Protostomes are a hugely diverse group, with few shared embryological characteristics (Nielsen, 2001). However, the present survey suggests that most protostomes use epigenesis to specify germ cells. Preformation appears in few groups, but was unlikely to have been used to specify the germ cells of the last common ancestor of either ecdysozoans or lophotrochozoans. We therefore suggest that the ancestral protostomian mechanism for germ line specification was epigenetic, and that germ plasm specification by preformation evolved as a derived character several times in diverse groups.
PGCs in non-chordate deuterostomes
The deuterostomes include three major phyla, the echinoderms, the hemichordates and the chordates. In the non-chordate deuterostome phyla, modes of germ cell specification are hard to classify. The only studies available on hemichordates are early histological analyses of enteropneust (see Box 3) development, and opinion was divided among those researchers as to whether the PGCs were of mesodermal or ectodermal origin (Bateson, 1885; Morgan, 1894; Spengel, 1893). There is no suggestion that PGCs are specified early in this group.

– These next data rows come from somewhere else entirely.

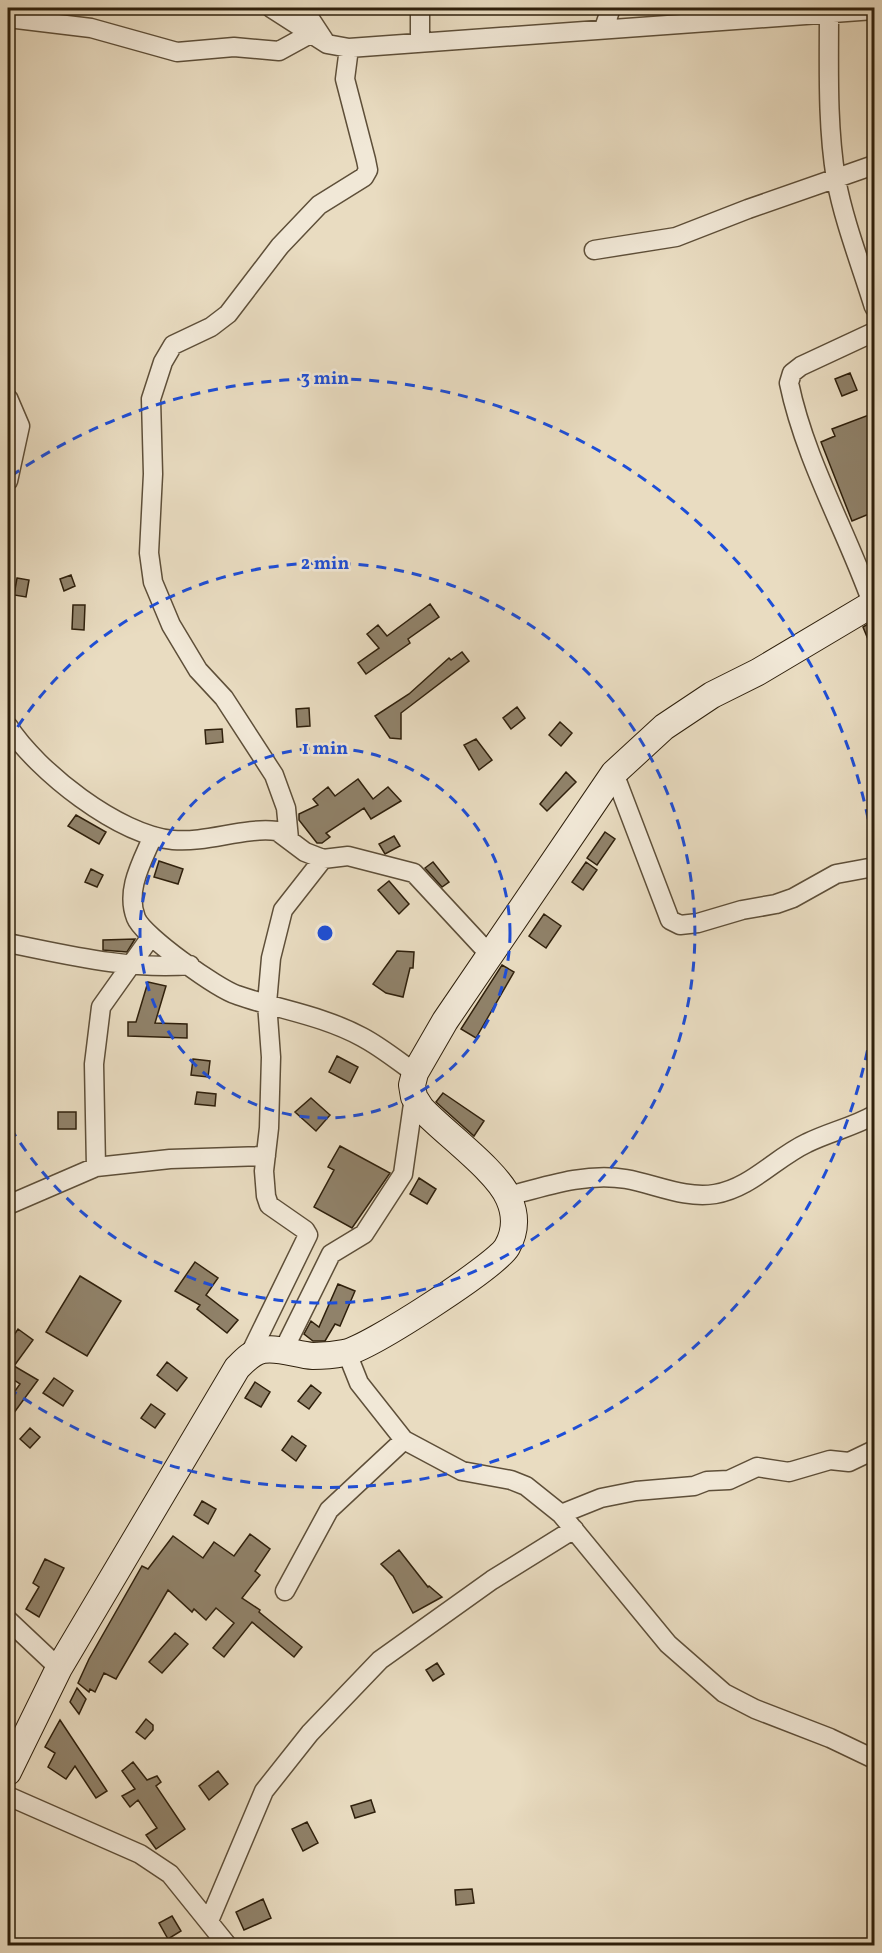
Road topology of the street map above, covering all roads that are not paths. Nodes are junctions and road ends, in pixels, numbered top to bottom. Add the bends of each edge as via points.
1 (271, 8) edge
2 (303, 8) edge
3 (420, 8) edge
4 (611, 8) edge
5 (874, 10) edge
6 (829, 13) junction
7 (8, 18) edge
8 (604, 28) junction
9 (310, 34) junction
10 (420, 43) junction
11 (327, 44) junction
12 (349, 48) junction
13 (874, 165) edge
14 (836, 178) junction
15 (594, 249) dead end
16 (874, 307) edge
17 (874, 332) edge
18 (8, 398) edge
19 (8, 481) edge
20 (873, 603) edge
21 (8, 726) edge
22 (609, 779) junction
23 (153, 836) junction
24 (289, 839) junction
25 (323, 859) junction
26 (874, 867) edge
27 (150, 938) junction
28 (8, 943) edge
29 (492, 956) junction
30 (129, 965) junction
31 (190, 965) junction
32 (267, 1003) junction
33 (414, 1085) junction
34 (874, 1115) edge
35 (266, 1156) junction
36 (96, 1167) junction
37 (509, 1196) junction
38 (8, 1205) edge
39 (306, 1240) junction
40 (331, 1254) junction
41 (283, 1351) junction
42 (347, 1353) junction
43 (249, 1356) junction
44 (404, 1440) junction
45 (874, 1450) edge
46 (561, 1514) junction
47 (574, 1529) junction
48 (285, 1591) dead end
49 (8, 1620) edge
50 (59, 1668) junction
51 (874, 1759) edge
52 (8, 1772) edge
53 (8, 1796) edge
54 (209, 1921) junction
55 (228, 1946) edge

1 - 9 street
2 - 11 street
3 - 10 street
4 - 8 street
5 - 6 street
6 - 8 street
6 - 14 street via 830,118
7 - 9 street via 91,28 177,52 234,47 279,51
8 - 10 street
9 - 11 street
10 - 12 street
11 - 12 street
12 - 24 street via 345,79 368,170 364,177 319,205 280,246 228,314 173,345 151,399 149,553 153,582 171,625 198,670 224,698 274,775 286,808
13 - 14 street
14 - 15 street via 676,237
14 - 16 street
17 - 20 street via 801,366 792,373 789,383 813,459
18 - 19 street via 20,426
20 - 22 main road via 712,695 664,727
21 - 23 street via 20,745 92,806
22 - 26 street via 670,920 680,925 776,904 836,874
22 - 29 main road
23 - 24 street via 199,840 268,830
23 - 27 street via 133,885 132,899 135,917
24 - 25 street via 305,852
25 - 29 street via 348,856 414,873
25 - 32 street via 283,910
27 - 30 street
27 - 31 street
28 - 30 street
29 - 33 main road via 445,1021
30 - 31 street
30 - 36 street via 101,1007 94,1064
31 - 32 street via 234,994
32 - 33 street via 307,1013 363,1037
32 - 35 street via 271,1092
33 - 37 main road via 435,1123
33 - 40 street via 404,1174 364,1234
34 - 37 street via 853,1127 806,1143 743,1185 717,1194 700,1195 624,1178 601,1178 567,1181
35 - 36 street via 170,1159
35 - 39 street via 269,1204 305,1230
36 - 38 street
37 - 42 main road via 514,1232 506,1249 458,1287
39 - 40 street
39 - 43 street
40 - 41 street
41 - 42 main road via 313,1356
41 - 43 main road via 263,1350
42 - 44 street via 359,1383
43 - 50 main road via 237,1368
44 - 46 street via 462,1471 511,1479 526,1486
44 - 48 street via 328,1510
45 - 46 street via 849,1462 830,1460 789,1472 757,1467 729,1480 613,1495
46 - 47 street
47 - 51 street via 668,1644 724,1693
47 - 54 street via 492,1580 380,1660 310,1734 264,1791
49 - 50 street
50 - 52 main road
53 - 54 street via 140,1854 170,1874
54 - 55 street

Echinoderm gonia are presumed to originate epigenetically from the gonadal epithelium in juveniles and throughout adult life. Regeneration of PGCs, presumably from mesenchymal cells, has been observed even in fragments of animals without gonads. The small micromeres of the 16-cell echinoid embryo seem to share some mitotic characteristics with dipteran pole cells (Pehrson and Cohen, 1986), but removal of these cells does not alter the fertility of the adult urchins (Ransick et al., 1996). However, intriguing data showing the specific accumulation in the small micromeres of molecules usually associated with PGC fate, such as mitochondrial rRNA (Ogawa et al., 1999) and Vasa protein (C.G.E., unpublished), suggest that the role of the small micromeres as potential pPGCs should be re-evaluated.
PGCs in the chordates
The phylum Chordata includes two invertebrate groups, urochordates (e.g. sea squirts) and cephalochordates (e.g. Amphioxus), as well as the vertebrates. The origin of the germ line in urochordates is best understood in solitary ascidians like Halocynthia roretzi, in which detailed cell lineage studies have paved the way for contemporary molecular studies (Nishida, 1987; Nishida and Satoh, 1983; Nishida and Satoh, 1985), and Ciona intestinalis, which has recently joined the ranks of the `genomic' Metazoa (Dehal et al., 2002). Some descriptive evidence (such as vasa mRNA and protein localisation, transcriptional repression of somatic genes) has suggested that two small blastomeres (B7.6 cells) at the 64-cell stage of C. intestinalis and H. roretzi are the pPGCs (Fujimura and Takamura, 2000; Takamura et al., 2002; Tomioka et al., 2002). An organelle whose ultrastructure resembles that of germ plasm, called the centrosome-attracting body (CAB), has been identified in H. roretzi embryos (Iseto and Nishida, 1999; Nishikata et al., 1999). The CAB is formed in the posterior vegetal cytoplasm of the two-cell stage embryo, is inherited by the B7.6 cells during early cleavages, and has been observed to co-localise with specific mRNAs (Nakamura et al., 2003). This observation raises the possibility that somatic and/or germ cell determinants may be transmitted to putative PGCs via the CAB. Among the colonial ascidians, it is known that individual zooids of the colony can exchange germ cells, such that the PGCs from a single zooid can give rise to almost all of the offspring of the colony (Stoner and Weissman, 1996). However, the embryological origin of the PGCs is unknown.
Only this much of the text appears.